All storage classes except S3-Z-IA are designed to sustain the complete loss of an AZ, or partial loss of two
At what level do Route Tables apply?
They apply to subnets, not instances
What are the steps to securely add an instance to the internet?
- Create a route from the instance’s subnet to a NAT Gateway
- Create a route from the NAT Gateway to an IGW
Are IGWs highly-available?
Yes, then span AZs
What should be used to prevent against single-instance failure?
An autoscaling group
How does EC2 auto-recover work?
It monitors CloudWatch alarms.
Note that it preserves the IP addresses of instances
Should you put load balancers in a database subnet?
No - there’s no point
How can traffic to host-names be blocked?

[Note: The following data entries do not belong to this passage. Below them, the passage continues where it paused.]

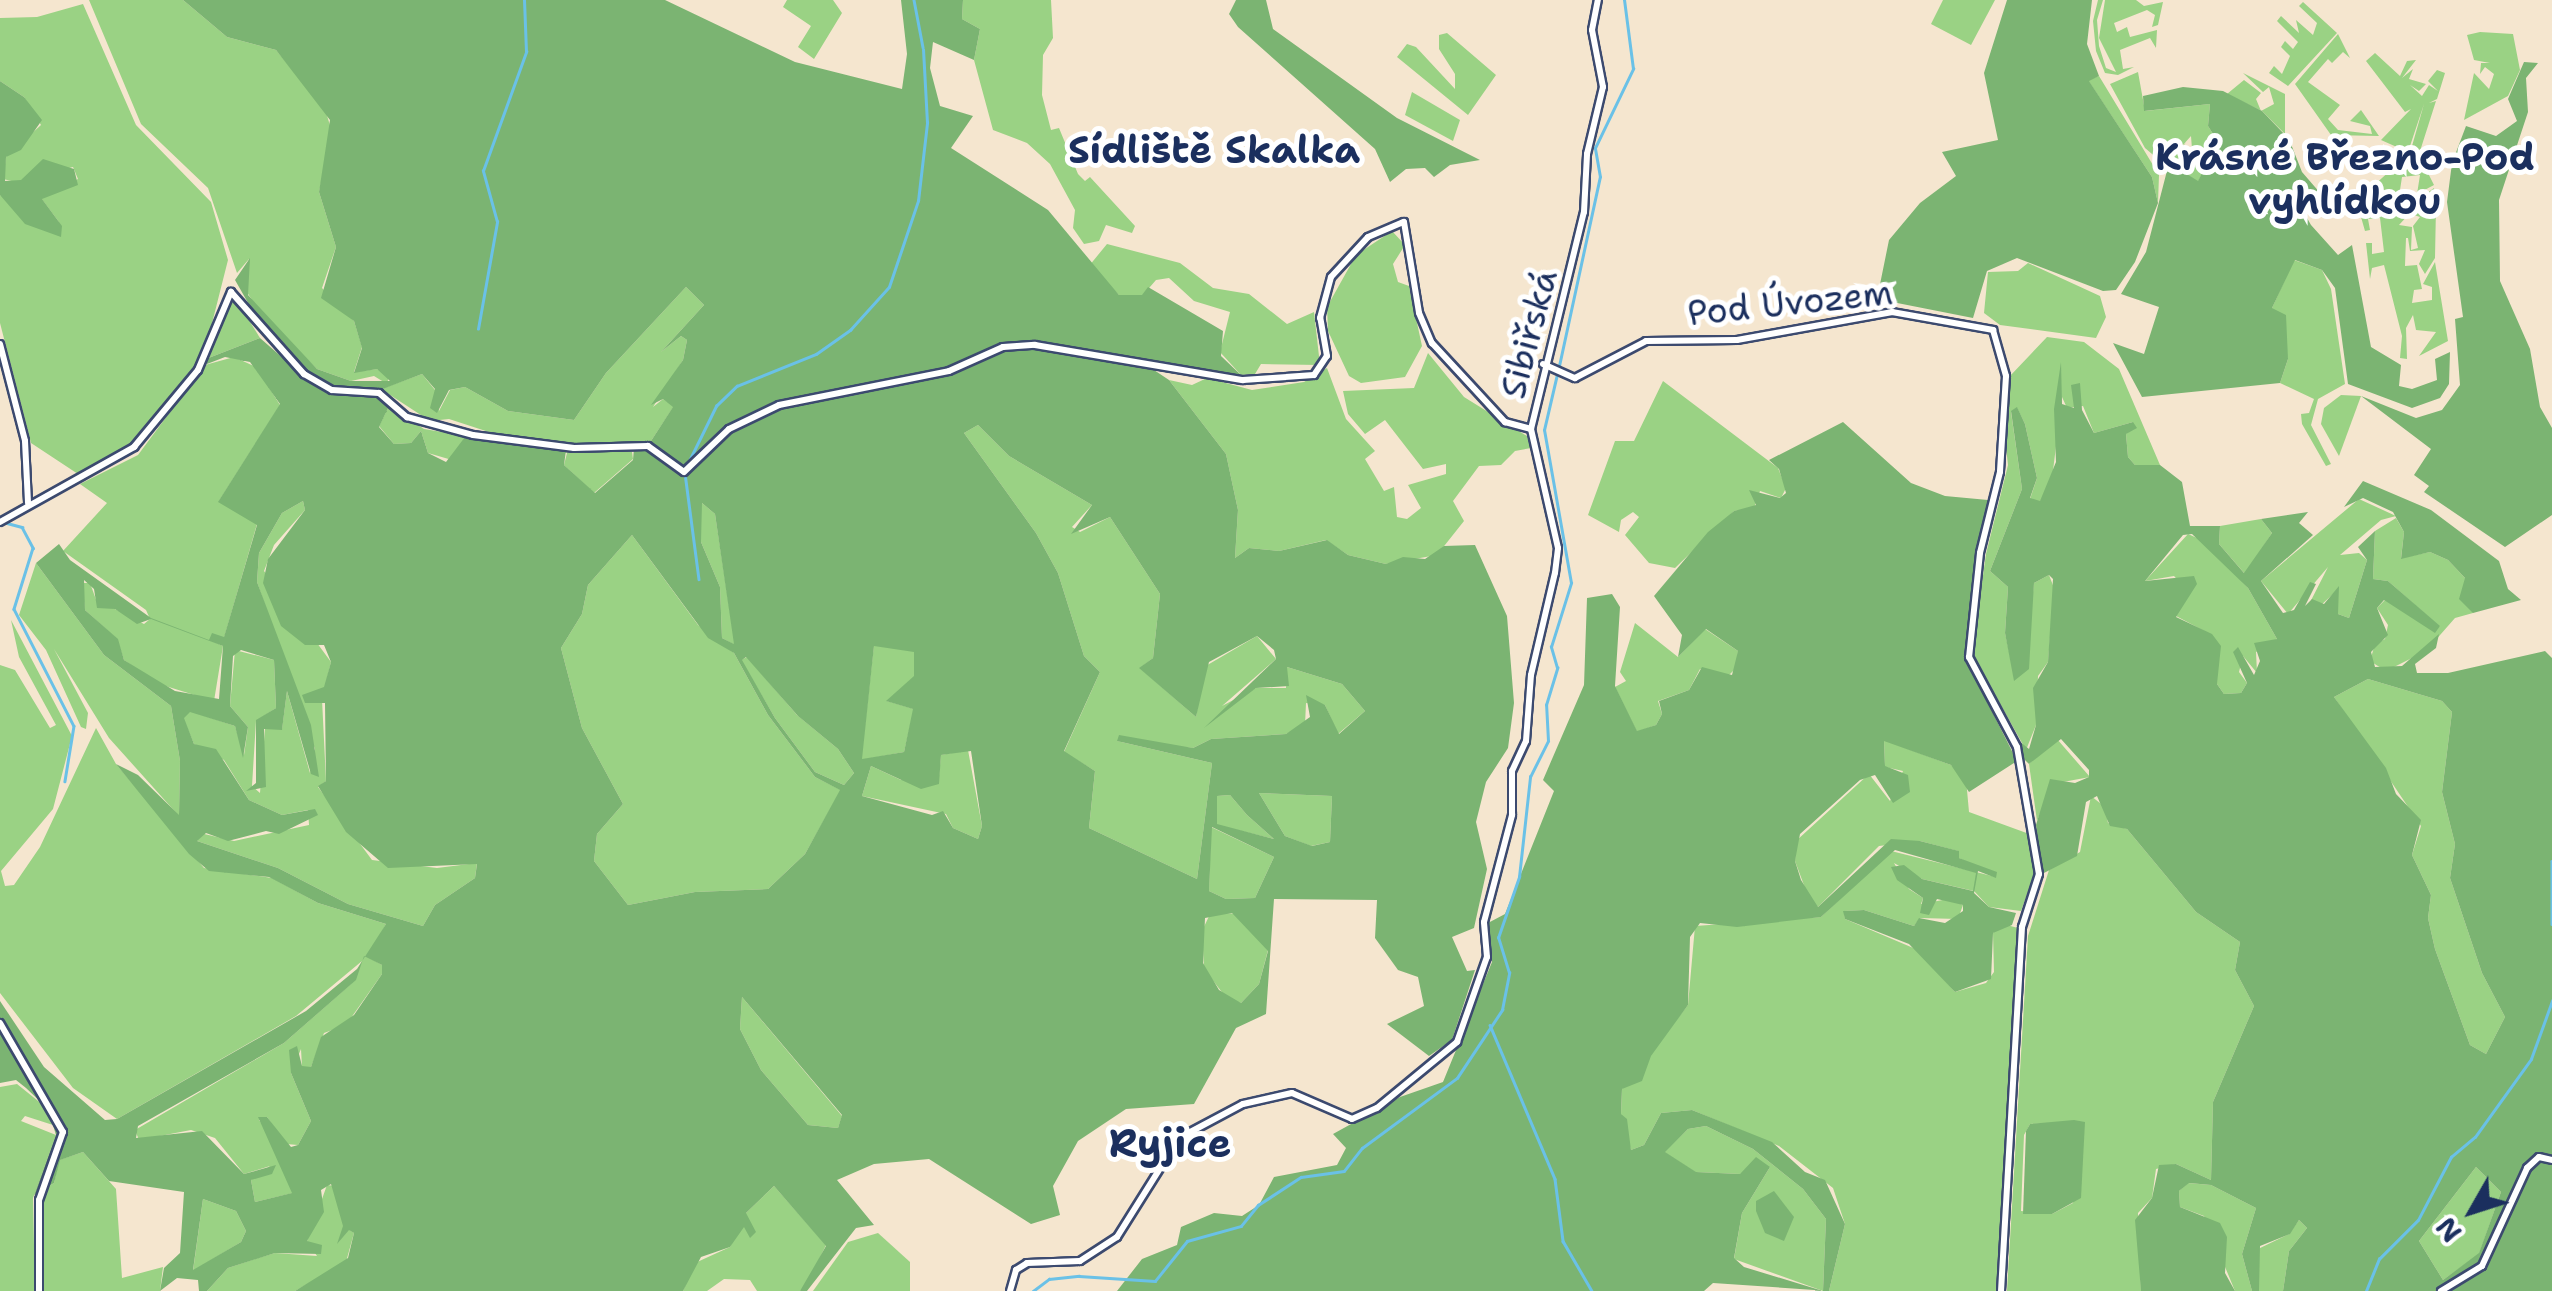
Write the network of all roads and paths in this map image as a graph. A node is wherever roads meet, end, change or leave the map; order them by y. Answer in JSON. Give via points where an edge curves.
{"nodes":[{"id":1,"x":1598,"y":0,"type":"edge"},
{"id":2,"x":0,"y":344,"type":"edge"},
{"id":3,"x":1544,"y":364,"type":"junction"},
{"id":4,"x":1531,"y":429,"type":"junction"},
{"id":5,"x":28,"y":503,"type":"junction"},
{"id":6,"x":0,"y":522,"type":"edge"},
{"id":7,"x":0,"y":1022,"type":"edge"},
{"id":8,"x":2552,"y":1160,"type":"edge"},
{"id":9,"x":39,"y":1291,"type":"edge"},
{"id":10,"x":1010,"y":1291,"type":"edge"},
{"id":11,"x":2001,"y":1291,"type":"edge"},
{"id":12,"x":2441,"y":1291,"type":"edge"}],
"edges":[{"from":1,"to":3,"type":"street","name":"Sibiřská","via":[[1592,30],[1603,86],[1574,266]]},
{"from":2,"to":5,"type":"street","via":[[25,441]]},
{"from":3,"to":4,"type":"street","name":"Sibiřská"},
{"from":3,"to":11,"type":"street","name":"Pod Úvozem","via":[[1575,378],[1646,341],[1738,340],[1892,312],[1993,330],[2006,376],[2000,472],[1980,553],[1969,657],[2017,747],[2039,874],[2022,927]]},
{"from":4,"to":5,"type":"street","via":[[1505,422],[1432,343],[1419,313],[1404,222],[1368,237],[1331,277],[1320,318],[1327,356],[1314,375],[1242,380],[1035,345],[1003,346],[949,371],[779,406],[729,429],[684,472],[648,446],[574,448],[473,435],[407,417],[379,393],[332,390],[304,374],[230,292],[198,370],[134,447]]},
{"from":4,"to":10,"type":"street","name":"Sibiřská","via":[[1558,548],[1531,675],[1526,740],[1512,771],[1512,815],[1484,922],[1487,957],[1457,1042],[1378,1108],[1352,1119],[1292,1093],[1243,1104],[1180,1138],[1117,1236],[1080,1262],[1027,1263],[1016,1270]]},
{"from":5,"to":6,"type":"street"},
{"from":7,"to":9,"type":"street","via":[[63,1132],[40,1200]]},
{"from":8,"to":12,"type":"street","via":[[2539,1157],[2526,1168],[2482,1266]]}]}
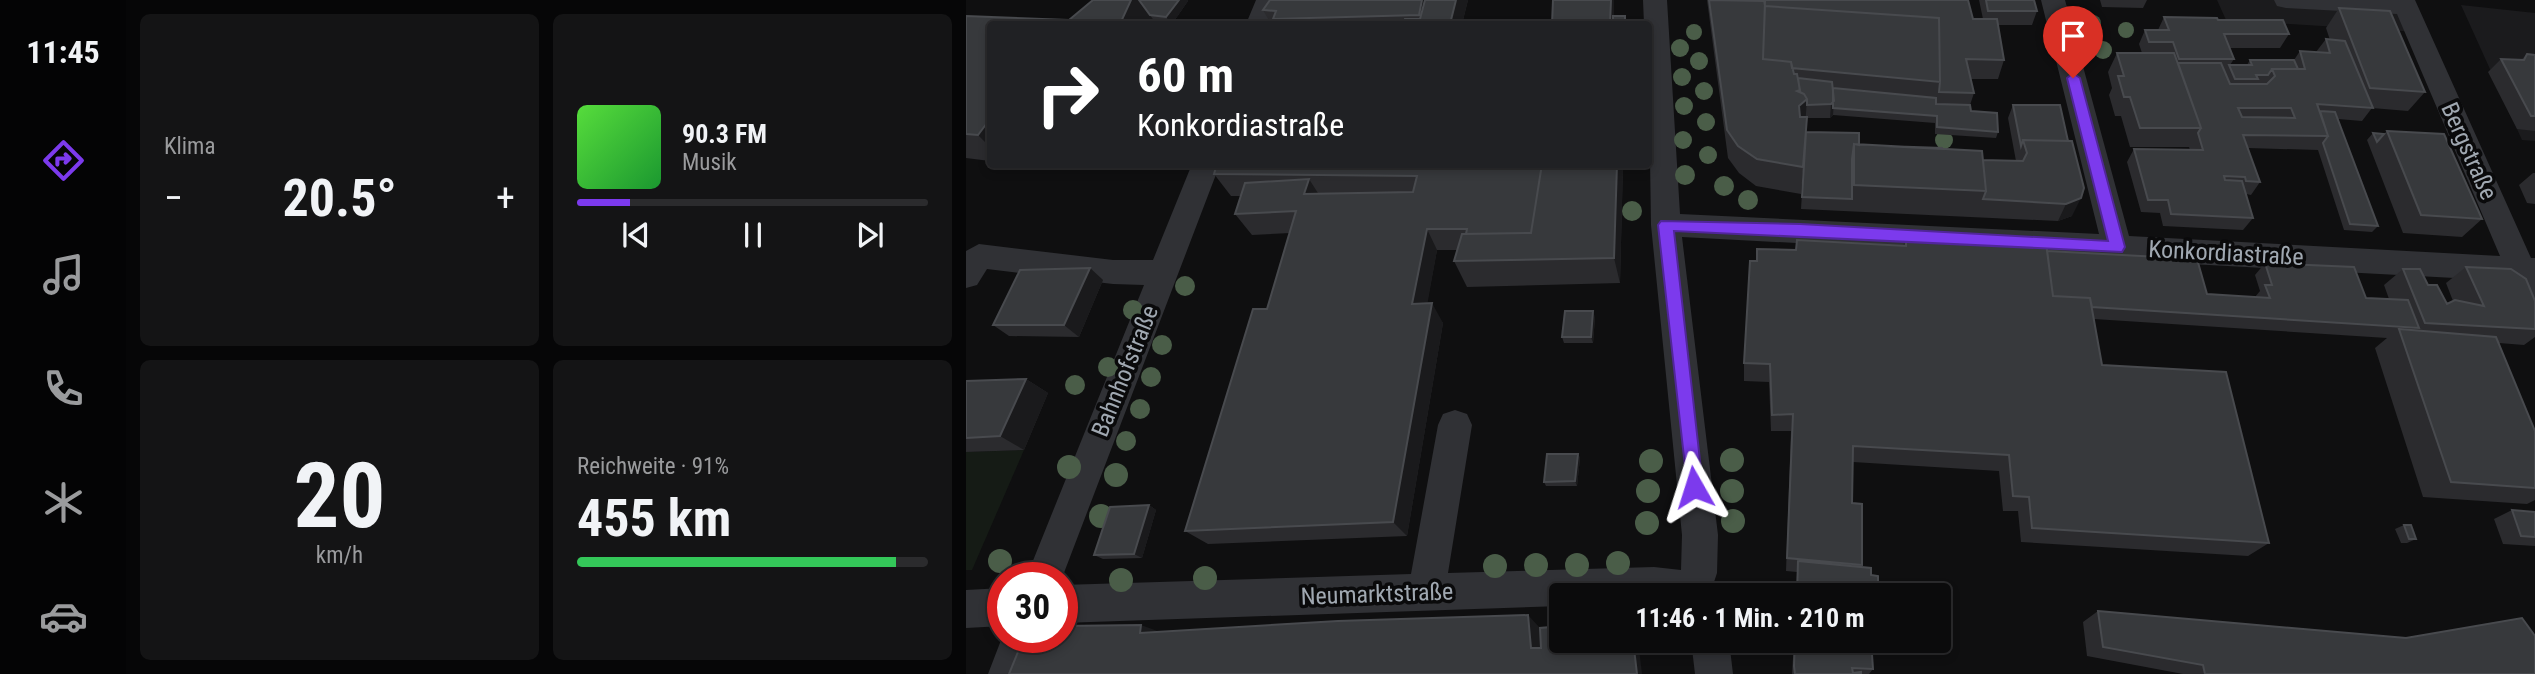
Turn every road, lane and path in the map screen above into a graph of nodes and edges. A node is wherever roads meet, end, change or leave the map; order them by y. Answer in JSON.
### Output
{"nodes":[{"id":1,"x":1268,"y":0,"type":"edge"},
{"id":2,"x":1655,"y":0,"type":"edge"},
{"id":3,"x":2053,"y":0,"type":"edge"},
{"id":4,"x":2286,"y":0,"type":"edge"},
{"id":5,"x":2404,"y":3,"type":"edge"},
{"id":6,"x":1259,"y":21,"type":"edge"},
{"id":7,"x":1204,"y":168,"type":"edge"},
{"id":8,"x":1666,"y":225,"type":"junction"},
{"id":9,"x":2117,"y":247,"type":"junction"},
{"id":10,"x":2528,"y":270,"type":"edge"},
{"id":11,"x":1164,"y":273,"type":"junction"},
{"id":12,"x":966,"y":276,"type":"edge"},
{"id":13,"x":2535,"y":301,"type":"edge"},
{"id":14,"x":1455,"y":425,"type":"dead end"},
{"id":15,"x":1050,"y":562,"type":"edge"},
{"id":16,"x":1696,"y":583,"type":"edge"},
{"id":17,"x":1549,"y":588,"type":"edge"},
{"id":18,"x":1426,"y":592,"type":"junction"},
{"id":19,"x":1078,"y":603,"type":"edge"},
{"id":20,"x":987,"y":608,"type":"edge"},
{"id":21,"x":966,"y":609,"type":"edge"},
{"id":22,"x":1015,"y":653,"type":"edge"},
{"id":23,"x":1712,"y":653,"type":"edge"},
{"id":24,"x":1007,"y":674,"type":"edge"},
{"id":25,"x":1714,"y":674,"type":"edge"}],
"edges":[{"from":1,"to":6,"type":"street"},
{"from":2,"to":8,"type":"street"},
{"from":3,"to":9,"type":"street"},
{"from":4,"to":5,"type":"street"},
{"from":5,"to":10,"type":"street","name":"Bergstraße"},
{"from":7,"to":11,"type":"street","name":"Bahnhofstraße"},
{"from":8,"to":9,"type":"street","name":"Konkordiastraße"},
{"from":8,"to":16,"type":"street"},
{"from":9,"to":10,"type":"street","name":"Konkordiastraße"},
{"from":10,"to":13,"type":"street","name":"Bergstraße"},
{"from":11,"to":12,"type":"street"},
{"from":11,"to":15,"type":"street","name":"Bahnhofstraße"},
{"from":14,"to":18,"type":"street"},
{"from":17,"to":18,"type":"street","name":"Neumarktstraße"},
{"from":18,"to":19,"type":"street","name":"Neumarktstraße"},
{"from":20,"to":21,"type":"street"},
{"from":22,"to":24,"type":"street"},
{"from":23,"to":25,"type":"street"}]}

Use a proxy server - NACLs can’t block host-names
How can network throughput between instances be maximised?
Use enhanced networking and a clustered placement group
What performance does S3 provide?
5500 requests per second to read data; 3500 requests per second to write
Why might newly created EBS volumes be slow?
If created from a snapshot, they are slow each time a block is read for the first time
Can CloudFront cache dynamic content?
Yes if it is based on query strings
Can load balancers work with more than one https hostname at once?
ALBs can; Classic Load Balancers can’t because they can only have one SSL certificate at a time
Should on-prem be used with CloudFront?
Not really - it’s usually cheaper just to use S3
Can the type of an EC2 instance be changed?
Yes - this requires a restart and that they have similar architectures etc.